The Royal Pop carries the Royal Oak's primary design codes throughout: the octagonal bezel, all eight hexagonal screws, and the Petite Tapisserie dial pattern. The bezel and case back wear a vertical satin finish, the hands and hour markers are coated in Super-LumiNova Grade A, and sapphire crystals cover both the front and back of the case.

The cases are made from Bioceramic, a material developed and patented by Swatch that combines two-thirds high-end ceramic with one-third biosourced material derived from castor oil. The result is a durable composite with a smooth, matte finish. Each piece is supplied with a matching leather lanyard, and the watch can be worn around the neck, clipped to a bag, or carried in a jacket pocket. Additional lanyards in alternate colourways are sold separately, allowing the watch to be coordinated across the eight options in the collection.

Each reference is named after the word "eight" in a different language — a direct nod to the eight hexagonal screws that define the Royal Oak bezel.

The Movement

Inside each Royal Pop sits a newly developed hand-wound variant of Swatch's SISTEM51 calibre. SISTEM51 is assembled entirely by machine with no manual intervention — a claim Swatch has held since the movement's launch in 2013. The hand-wound version used here incorporates 15 active patents, offers a power reserve of over 90 hours, and features a Nivachron balance spring for anti-magnetic performance. Precision regulation is carried out by laser at the factory, and the skeletonised mainspring barrel is visible through the sapphire caseback.

Previous Swatch collaborations have used different movements: the MoonSwatch ran a quartz calibre, and the Blancpain x Swatch Scuba Fifty Fathoms used the standard SISTEM51 automatic. The Royal Pop marks the first time a hand-wound variant of the movement has appeared in a Swatch collaboration.

Why This Is Not Just Another Collaboration

Omega and Blancpain are both Swatch Group brands. Audemars Piguet is not. Founded in 1875 in Le Brassus, Switzerland, it has remained privately held by both founding families ever since — 150 years without external ownership, and without belonging to any conglomerate. The Royal Oak, drawn by Gérald Genta in 1972, has never been licensed to a brand outside AP's own manufacture.
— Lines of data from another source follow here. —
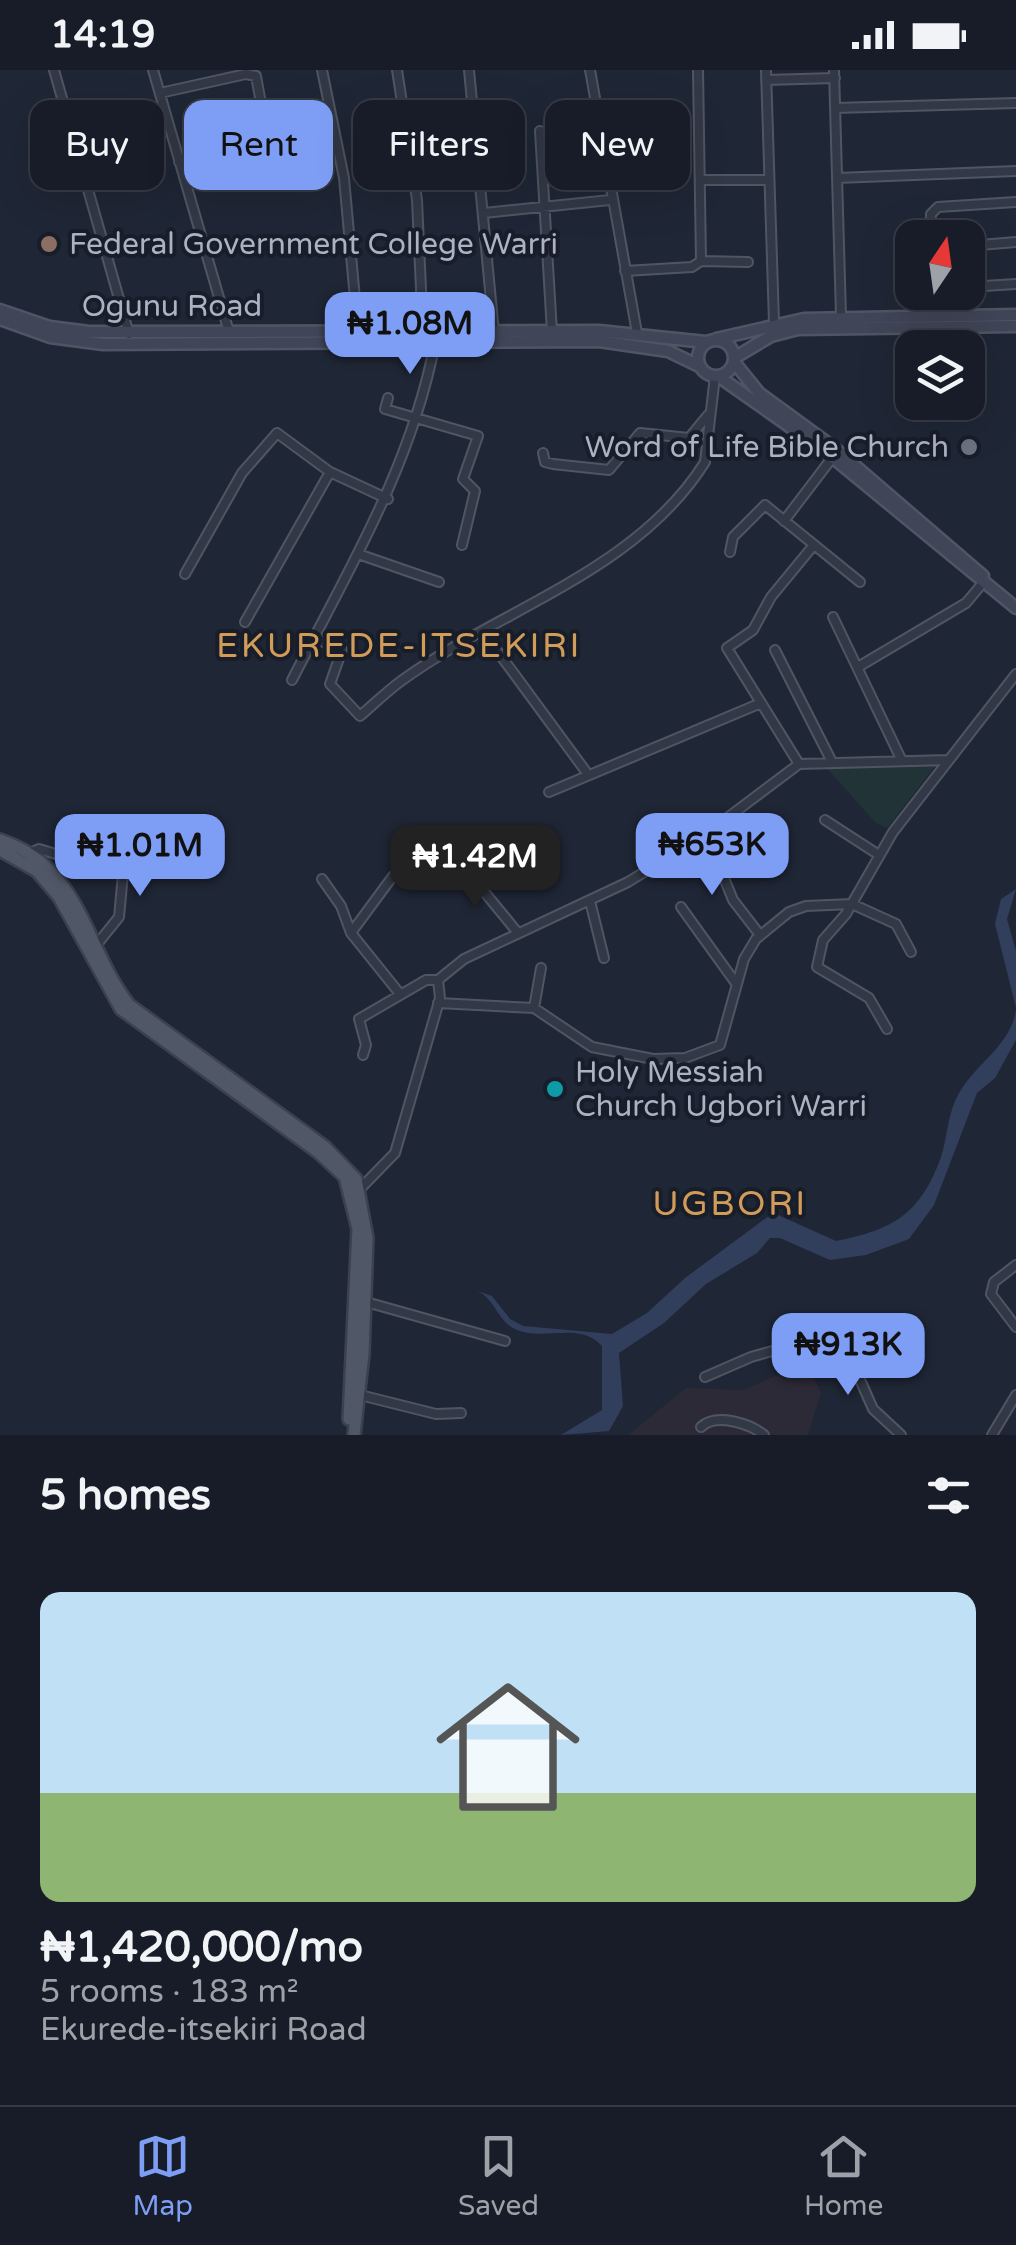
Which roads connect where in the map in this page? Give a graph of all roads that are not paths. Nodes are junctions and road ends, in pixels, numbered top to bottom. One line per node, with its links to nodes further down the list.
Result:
1 (54, 70): 45 (street)
2 (153, 70): 10 (street)
3 (322, 70): 42 (street)
4 (397, 70): 46 (street)
5 (468, 70): 24 (street)
6 (590, 70): 21 (street)
7 (698, 70): 19 (street)
8 (834, 74): 9 (street); 13 (street)
9 (766, 75): 20 (street)
10 (160, 93): 11 (street); 16 (street)
11 (260, 100)
12 (1016, 103): 13 (street)
13 (835, 108): 18 (street)
14 (540, 131): 23 (street)
15 (184, 161): 16 (street)
16 (179, 162): 41 (street)
17 (1016, 172): 18 (street)
18 (837, 178): 35 (street)
19 (701, 180): 20 (street); 28 (street)
20 (769, 180): 39 (street)
21 (610, 200): 23 (street); 30 (street)
22 (1016, 202): 25 (street)
23 (546, 208): 24 (street); 44 (street)
24 (484, 213): 43 (street)
25 (931, 220)
26 (1016, 242): 27 (street)
27 (985, 245)
28 (701, 262): 29 (street); 30 (street)
29 (748, 262)
30 (625, 270): 47 (street)
31 (1016, 284): 32 (street)
32 (985, 286)
33 (0, 310): 45 (main road, Ogunu Road)
34 (930, 310): 37 (street)
35 (842, 316): 37 (main road); 39 (main road)
36 (1016, 316): 37 (main road)
37 (930, 317)
38 (0, 320): 50 (main road, Ogunu Road)
39 (774, 323): 49 (main road)
40 (1016, 326): 51 (main road)
41 (230, 332): 42 (main road, Ogunu Road); 45 (main road, Ogunu Road)
42 (358, 332): 46 (main road, Ogunu Road)
43 (494, 332): 44 (main road, Ogunu Road); 48 (main road, Ogunu Road)
44 (552, 332): 47 (main road, Ogunu Road)
45 (129, 334)
46 (423, 334): 48 (main road, Ogunu Road)
47 (636, 334): 49 (main road, Ogunu Road)
48 (466, 338): 50 (main road, Ogunu Road); 52 (main road, Ogunu Road)
49 (711, 341): 51 (main road); 52 (main road)
50 (435, 344): 56 (street)
51 (734, 360): 53 (main road); 70 (main road)
52 (699, 366): 53 (main road)
53 (716, 376): 55 (street); 58 (main road)
54 (388, 398): 56 (street)
55 (708, 416): 57 (street); 73 (street)
56 (418, 419): 60 (street); 62 (street)
57 (543, 453)
58 (832, 458): 61 (street); 69 (main road)
59 (330, 472): 60 (street); 66 (street); 72 (street)
60 (388, 499): 65 (street)
61 (784, 521): 63 (street); 64 (street)
62 (462, 545)
63 (813, 546): 68 (street); 79 (street)
64 (730, 552)
65 (361, 554): 67 (street); 74 (street)
66 (185, 574)
67 (438, 582)
68 (860, 582)
69 (982, 584): 70 (main road); 76 (street)
70 (1016, 605)
71 (833, 618): 76 (street)
72 (245, 622)
73 (484, 632): 74 (street); 84 (street)
74 (314, 638): 78 (street)
75 (775, 650): 82 (street)
76 (858, 667): 81 (street)
77 (1016, 674): 80 (street)
78 (292, 680)
79 (762, 704): 83 (street); 84 (street)
80 (950, 760): 81 (street); 92 (street)
81 (902, 761): 82 (street)
82 (832, 762): 83 (street)
83 (799, 764): 88 (street)
84 (586, 773): 85 (street)
85 (549, 792)
86 (825, 820): 92 (street)
87 (116, 829): 94 (street)
88 (706, 834): 97 (street); 102 (street)
89 (0, 840): 91 (main road)
90 (0, 850): 114 (main road)
91 (30, 854): 94 (street); 103 (main road)
92 (879, 855): 98 (street)
93 (463, 866): 101 (street)
94 (108, 868): 103 (street)
95 (394, 876): 100 (street)
96 (322, 880): 100 (street)
97 (590, 901): 101 (street); 105 (street)
98 (852, 904): 102 (street); 104 (street); 112 (street)
99 (681, 907): 108 (street)
100 (351, 933): 109 (street)
101 (518, 933): 107 (street)
102 (760, 936): 108 (street)
103 (98, 943): 114 (main road)
104 (911, 952)
105 (604, 958)
106 (541, 968): 111 (street)
107 (438, 980): 109 (street); 110 (street)
108 (735, 982): 111 (street)
109 (400, 994): 113 (street)
110 (438, 1003): 111 (street); 114 (street)
111 (534, 1008)
112 (887, 1030)
113 (363, 1056)
114 (356, 1193): 116 (main road); 124 (main road)
115 (1016, 1265): 117 (street)
116 (366, 1302): 118 (street); 120 (main road)
117 (1016, 1327)
118 (505, 1341)
119 (704, 1377): 126 (street)
120 (360, 1395): 122 (street); 124 (main road)
121 (1016, 1395): 127 (street)
122 (460, 1413)
123 (701, 1427): 125 (street)
124 (350, 1435)
125 (764, 1435)
126 (900, 1435)
127 (992, 1435)

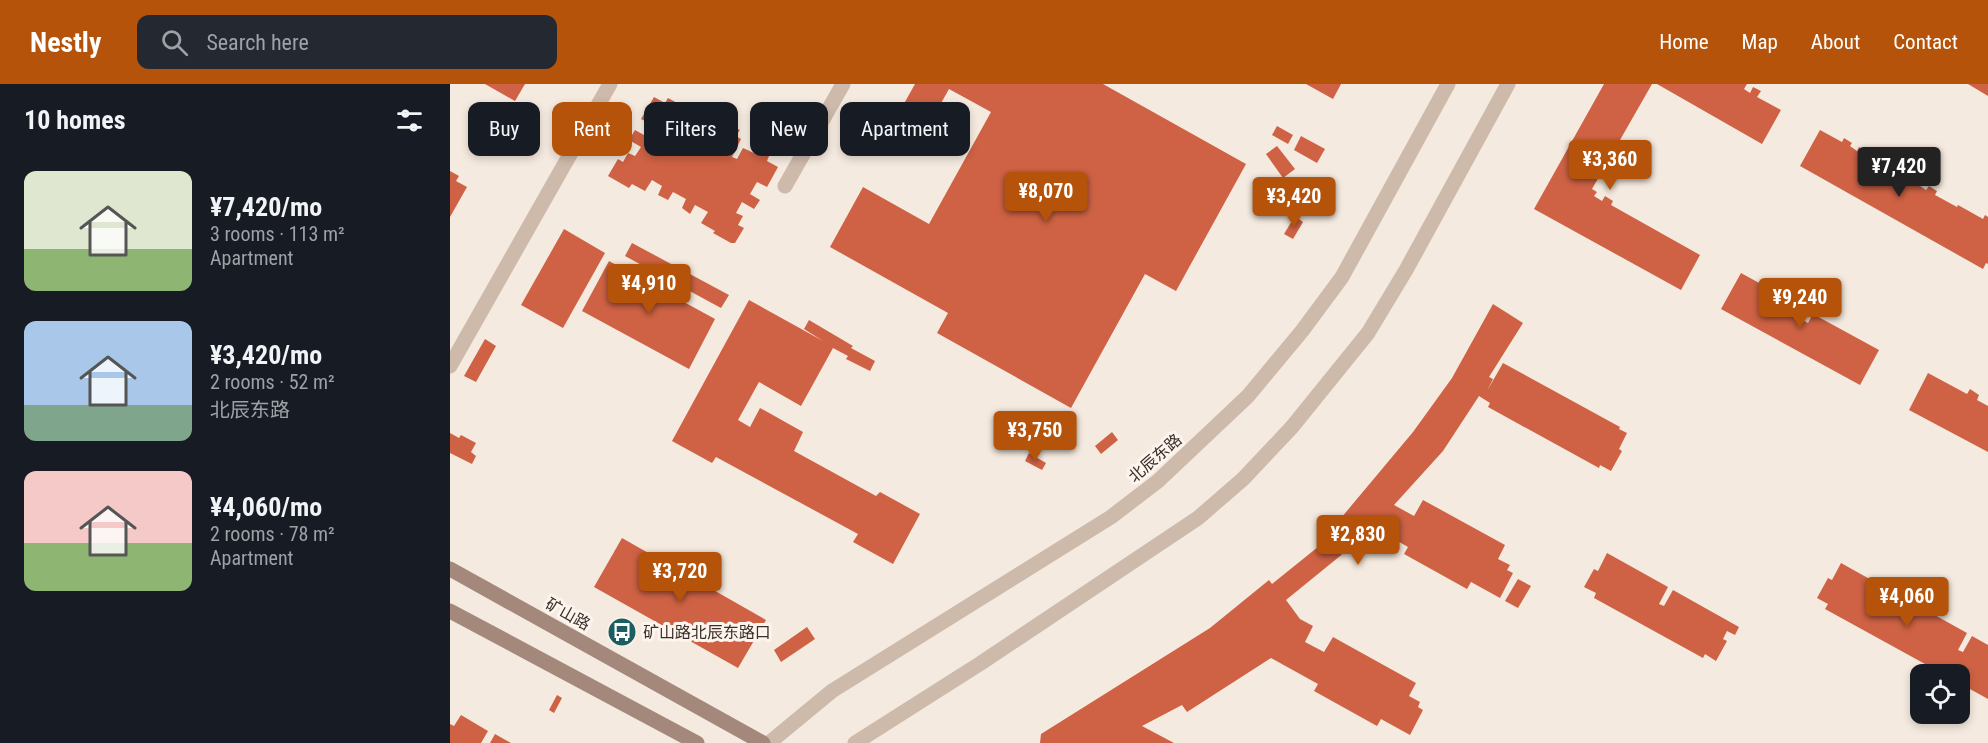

The Royal Pop is the first time that has changed.

The Royal Pop carries the Royal Oak's primary design codes throughout.

Price and Availability

In terms of scale, the entry-level Royal Oak wristwatch retails at approximately $30,000 — roughly Rs 27 lakh. 

The hour-and-minute version retails at $400 (approximately Rs 33,500), while the small seconds variant is priced at $420 (approximately Rs 35,100). India is listed on Swatch's official store locator for the Royal Pop, with no online sales planned at launch. Based on the secondary market behaviour seen with previous Swatch collaborations, grey-market prices are widely expected to rise significantly above retail in the days following release.